START Stored data

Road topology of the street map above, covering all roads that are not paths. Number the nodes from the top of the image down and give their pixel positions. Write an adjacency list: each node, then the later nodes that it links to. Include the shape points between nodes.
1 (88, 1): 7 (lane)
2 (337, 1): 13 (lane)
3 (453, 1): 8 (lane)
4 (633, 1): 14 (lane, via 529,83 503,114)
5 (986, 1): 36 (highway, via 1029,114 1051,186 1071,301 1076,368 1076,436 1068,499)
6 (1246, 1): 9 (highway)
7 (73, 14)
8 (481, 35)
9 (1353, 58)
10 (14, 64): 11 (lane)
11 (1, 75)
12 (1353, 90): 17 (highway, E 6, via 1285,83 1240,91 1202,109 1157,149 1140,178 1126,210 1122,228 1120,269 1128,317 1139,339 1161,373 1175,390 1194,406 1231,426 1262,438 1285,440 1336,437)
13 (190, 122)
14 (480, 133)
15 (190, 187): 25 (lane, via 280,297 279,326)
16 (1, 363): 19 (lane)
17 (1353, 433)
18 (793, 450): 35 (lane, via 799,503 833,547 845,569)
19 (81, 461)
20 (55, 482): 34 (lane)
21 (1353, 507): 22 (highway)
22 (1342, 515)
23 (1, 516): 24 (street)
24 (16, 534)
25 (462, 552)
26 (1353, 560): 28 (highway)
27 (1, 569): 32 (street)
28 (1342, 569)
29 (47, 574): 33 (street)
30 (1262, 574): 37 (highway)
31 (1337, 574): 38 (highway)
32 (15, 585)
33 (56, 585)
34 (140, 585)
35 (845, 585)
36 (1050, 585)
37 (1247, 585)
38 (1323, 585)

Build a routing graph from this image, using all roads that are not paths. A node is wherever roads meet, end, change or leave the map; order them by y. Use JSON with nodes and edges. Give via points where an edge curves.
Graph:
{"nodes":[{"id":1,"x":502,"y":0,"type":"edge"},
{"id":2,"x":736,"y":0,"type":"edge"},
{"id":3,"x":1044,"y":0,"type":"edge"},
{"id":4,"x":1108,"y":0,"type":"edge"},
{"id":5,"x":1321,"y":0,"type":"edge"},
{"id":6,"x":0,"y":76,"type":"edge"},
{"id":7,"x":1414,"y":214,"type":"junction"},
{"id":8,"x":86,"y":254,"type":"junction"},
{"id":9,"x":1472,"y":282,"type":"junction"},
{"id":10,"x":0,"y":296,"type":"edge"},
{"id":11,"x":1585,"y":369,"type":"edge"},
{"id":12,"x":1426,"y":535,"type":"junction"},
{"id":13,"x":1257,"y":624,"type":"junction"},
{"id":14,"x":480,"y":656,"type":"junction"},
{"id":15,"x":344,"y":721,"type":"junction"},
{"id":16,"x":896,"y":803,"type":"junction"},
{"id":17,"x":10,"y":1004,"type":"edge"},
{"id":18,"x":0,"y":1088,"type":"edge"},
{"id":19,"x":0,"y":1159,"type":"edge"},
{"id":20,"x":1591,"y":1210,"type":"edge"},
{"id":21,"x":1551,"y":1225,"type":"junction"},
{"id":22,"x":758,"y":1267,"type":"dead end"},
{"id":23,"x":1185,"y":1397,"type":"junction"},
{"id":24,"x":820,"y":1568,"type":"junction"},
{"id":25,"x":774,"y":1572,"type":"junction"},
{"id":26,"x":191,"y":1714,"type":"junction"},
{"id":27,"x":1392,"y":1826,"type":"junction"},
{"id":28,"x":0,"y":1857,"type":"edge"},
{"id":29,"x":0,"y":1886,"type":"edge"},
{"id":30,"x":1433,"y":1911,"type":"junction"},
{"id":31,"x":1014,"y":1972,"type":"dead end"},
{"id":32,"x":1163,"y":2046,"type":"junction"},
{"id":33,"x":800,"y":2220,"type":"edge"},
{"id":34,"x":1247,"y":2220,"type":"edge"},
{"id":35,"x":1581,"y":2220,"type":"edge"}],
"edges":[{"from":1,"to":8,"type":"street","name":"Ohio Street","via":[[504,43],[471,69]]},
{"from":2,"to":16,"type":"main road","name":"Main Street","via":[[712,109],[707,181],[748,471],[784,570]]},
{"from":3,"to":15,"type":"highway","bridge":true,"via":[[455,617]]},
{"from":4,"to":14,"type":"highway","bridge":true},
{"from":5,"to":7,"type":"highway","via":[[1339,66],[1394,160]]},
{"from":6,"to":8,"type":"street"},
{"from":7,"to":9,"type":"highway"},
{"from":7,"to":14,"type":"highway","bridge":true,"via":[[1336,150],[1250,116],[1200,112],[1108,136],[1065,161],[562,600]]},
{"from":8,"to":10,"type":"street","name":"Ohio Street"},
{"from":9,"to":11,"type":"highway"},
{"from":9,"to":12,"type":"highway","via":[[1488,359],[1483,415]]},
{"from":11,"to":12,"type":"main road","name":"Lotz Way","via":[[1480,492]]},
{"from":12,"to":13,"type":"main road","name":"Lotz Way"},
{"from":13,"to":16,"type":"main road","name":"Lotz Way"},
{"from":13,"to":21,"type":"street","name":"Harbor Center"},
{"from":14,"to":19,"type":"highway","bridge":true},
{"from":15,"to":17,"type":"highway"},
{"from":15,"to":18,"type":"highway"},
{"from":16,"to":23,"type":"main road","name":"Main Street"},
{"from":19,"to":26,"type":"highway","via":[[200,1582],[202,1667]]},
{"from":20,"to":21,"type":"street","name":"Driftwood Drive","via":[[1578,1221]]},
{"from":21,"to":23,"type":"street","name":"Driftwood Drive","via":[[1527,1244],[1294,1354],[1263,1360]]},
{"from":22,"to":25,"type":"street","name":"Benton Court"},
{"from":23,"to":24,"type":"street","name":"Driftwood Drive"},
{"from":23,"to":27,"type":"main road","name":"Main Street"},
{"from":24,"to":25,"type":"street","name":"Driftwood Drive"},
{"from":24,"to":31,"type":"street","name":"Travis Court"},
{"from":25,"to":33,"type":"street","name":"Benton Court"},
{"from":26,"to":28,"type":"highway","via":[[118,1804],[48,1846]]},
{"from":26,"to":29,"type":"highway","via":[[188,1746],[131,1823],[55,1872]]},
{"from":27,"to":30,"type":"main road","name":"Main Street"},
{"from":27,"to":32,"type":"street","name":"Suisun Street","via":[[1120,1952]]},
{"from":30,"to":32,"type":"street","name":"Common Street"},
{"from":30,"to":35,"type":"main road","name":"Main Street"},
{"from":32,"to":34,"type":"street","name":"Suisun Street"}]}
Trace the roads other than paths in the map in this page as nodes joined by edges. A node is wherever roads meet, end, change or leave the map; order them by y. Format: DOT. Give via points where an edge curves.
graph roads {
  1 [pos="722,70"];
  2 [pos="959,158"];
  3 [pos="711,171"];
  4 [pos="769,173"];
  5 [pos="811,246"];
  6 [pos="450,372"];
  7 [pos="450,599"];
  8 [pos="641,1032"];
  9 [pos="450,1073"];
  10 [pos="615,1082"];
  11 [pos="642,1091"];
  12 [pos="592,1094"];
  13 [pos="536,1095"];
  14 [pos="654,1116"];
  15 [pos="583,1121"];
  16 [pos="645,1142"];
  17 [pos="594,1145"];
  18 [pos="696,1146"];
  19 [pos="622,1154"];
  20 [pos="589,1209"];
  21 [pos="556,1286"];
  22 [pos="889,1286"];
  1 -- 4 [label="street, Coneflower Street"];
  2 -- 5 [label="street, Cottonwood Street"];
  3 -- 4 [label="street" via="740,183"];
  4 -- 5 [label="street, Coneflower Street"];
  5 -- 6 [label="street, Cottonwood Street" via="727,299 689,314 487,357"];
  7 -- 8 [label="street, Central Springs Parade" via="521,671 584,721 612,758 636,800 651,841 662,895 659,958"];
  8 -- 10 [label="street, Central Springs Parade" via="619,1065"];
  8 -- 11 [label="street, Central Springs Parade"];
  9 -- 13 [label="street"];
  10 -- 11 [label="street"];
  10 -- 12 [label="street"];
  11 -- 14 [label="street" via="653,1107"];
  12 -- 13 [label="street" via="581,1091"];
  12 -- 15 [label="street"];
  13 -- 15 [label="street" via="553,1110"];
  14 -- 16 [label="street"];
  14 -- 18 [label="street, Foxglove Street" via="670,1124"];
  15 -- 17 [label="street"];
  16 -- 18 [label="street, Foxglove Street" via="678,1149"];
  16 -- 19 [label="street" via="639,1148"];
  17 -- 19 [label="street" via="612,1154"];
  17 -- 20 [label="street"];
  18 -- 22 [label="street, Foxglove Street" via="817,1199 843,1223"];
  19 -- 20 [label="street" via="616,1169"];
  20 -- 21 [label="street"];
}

END Stored data

How to complete this task: Which lines of the data include the string "dead"? Find them and copy each one.

Answer section:
{"id":22,"x":758,"y":1267,"type":"dead end"},
{"id":31,"x":1014,"y":1972,"type":"dead end"},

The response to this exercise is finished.